A friend of mine just showed me this link to the PETA site http://www.peta.org/feat/ChineseFurFarms/index.asp , which, basically shows a day's work in a fur farm in China. It's really depressing! The dogs are skinned ALIVE.

I'm sorry I won't even rant about it right now, as I'm just too pissed, and my english isn't really good enough to express how I feel about these fuckers. I hope those of you who see the video will feel the same.

"Skinned Alive

When undercover investigators made their way onto Chinese fur farms, they found that many animals are still alive and struggling desperately when workers flip them onto their backs or hang them up by their legs or tails to skin them. When workers on these farms begin to cut the skin and fur from an animal's leg, the free limbs kick and writhe. Workers stomp on the necks and heads of animals who struggle too hard to allow a clean cut.

When the fur is finally peeled off over the animals' heads, their naked, bloody bodies are thrown onto a pile of those who have gone before them. Some are still alive, breathing in ragged gasps and blinking slowly. Some of the animals' hearts are still beating five to 10 minutes after they are skinned. One investigator recorded a skinned raccoon dog on the heap of carcasses who had enough strength to lift his bloodied head and stare into the camera.

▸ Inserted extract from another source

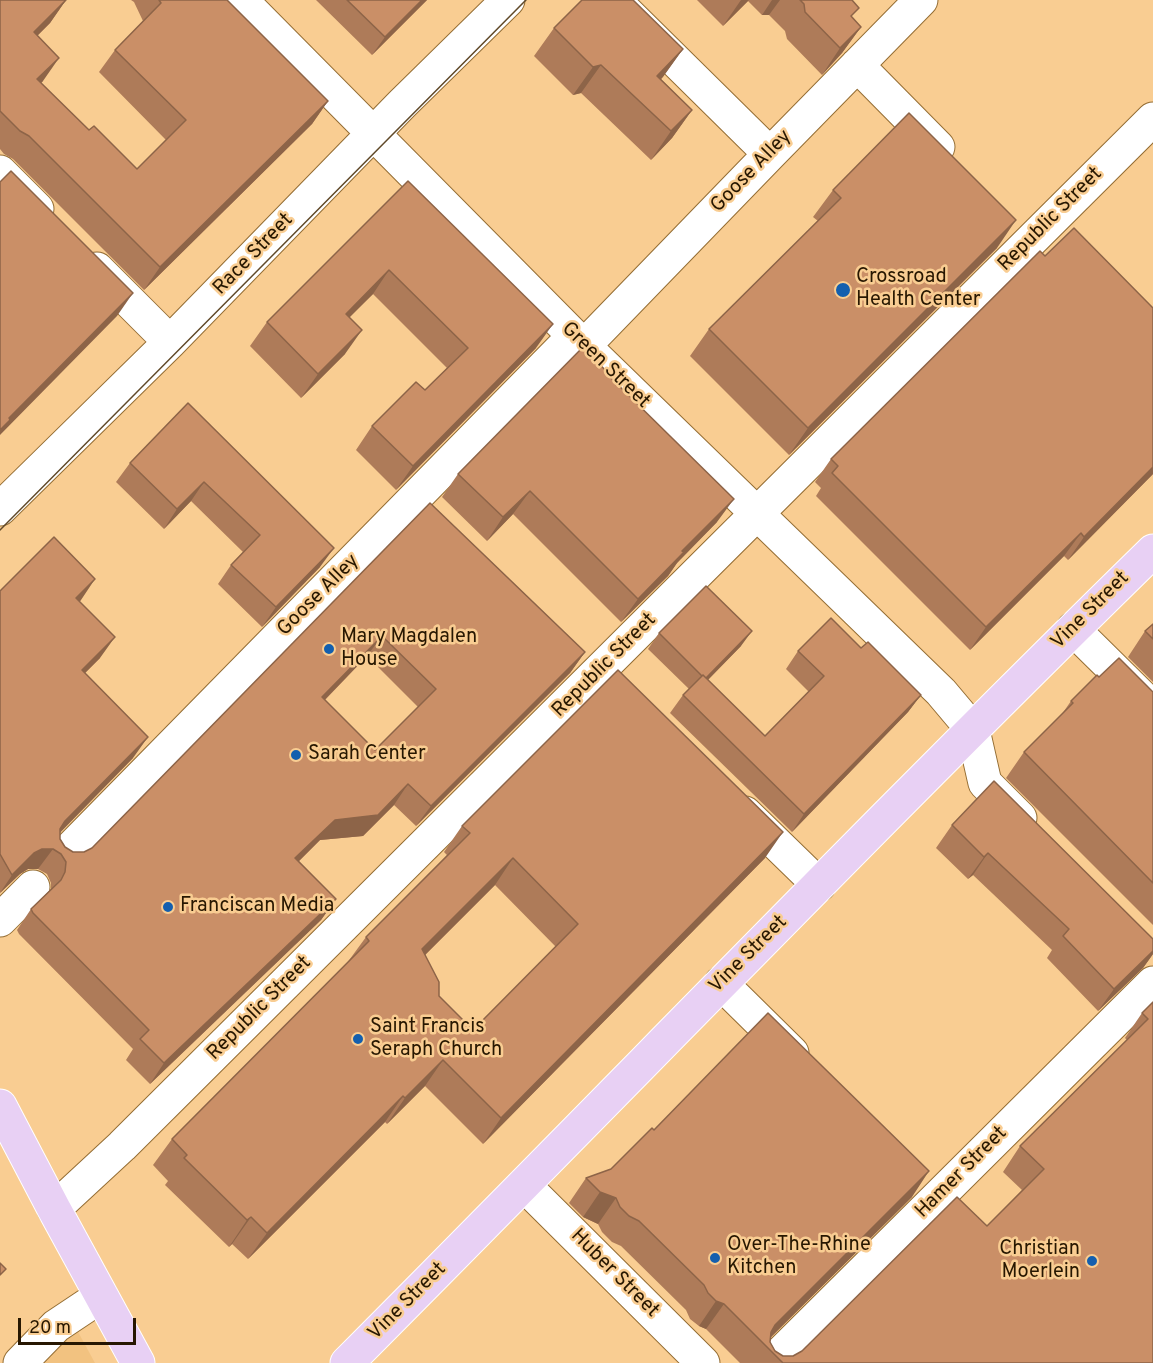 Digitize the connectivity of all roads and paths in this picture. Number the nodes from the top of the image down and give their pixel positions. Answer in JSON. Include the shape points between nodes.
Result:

Before they are skinned alive, animals are pulled from their cages and thrown to the ground; workers bludgeon them with metal rods or slam them on hard surfaces, causing broken bones and convulsions but not always immediate death. Animals watch helplessly as workers make their way down the row.

Background
Undercover investigators from Swiss Animal Protection/EAST International toured fur farms in China's Hebei Province, and it quickly became clear why outsiders are banned from visiting. There are no regulations governing fur farms in China—farmers can house and slaughter animals however they see fit. The investigators found horrors beyond their worst imaginings and concluded, "Conditions on Chinese fur farms make a mockery of the most elementary animal welfare standards. In their lives and their unspeakable deaths, these animals have been denied even the simplest acts of kindness."


Living Hell
On these farms, foxes, minks, rabbits, and other animals pace and shiver in outdoor wire cages, exposed to driving rain, freezing nights, and, at other times, scorching sun. Mother animals, who are driven crazy from rough handling and intense confinement and have nowhere to hide while giving birth, often kill their babies after delivering litters.

Is There a Skeleton in Your Closet?
The globalization of the fur trade has made it impossible to know where fur products come from. China supplies more than half of the finished fur garments imported for sale in the United States. Even if a fur garment's label says it was made in a European country, the animals were likely raised and slaughtered elsewhere—possibly on an unregulated Chinese fur farm."


My first question is why do they skin the animals alive? There are obviously disadvantages to that, but what's the advantage? I would be curious to know the answer.

It's hard to tell another culture/country what to do, especially since the customs are so different. They obviously have different feelings about animals in certain parts of Asia.

As for what we can do individually, I will boycott fur for you. On the other hand, I was never going to buy fur anyway. The best solution wouldn't be import taxes, since a) I'm sure not alot of fur is imported from China and b) it would just create tension between the two countries. The best and most efficient solution would just be to increase the taxes on fur by a dramatic amount. People will think twice if the price of a fur coat is suddenly increased by 20%.

Still, the only way to truly change this current system would be a change in the culture of China and other like minded cultures. But that's not an easy or short term goal.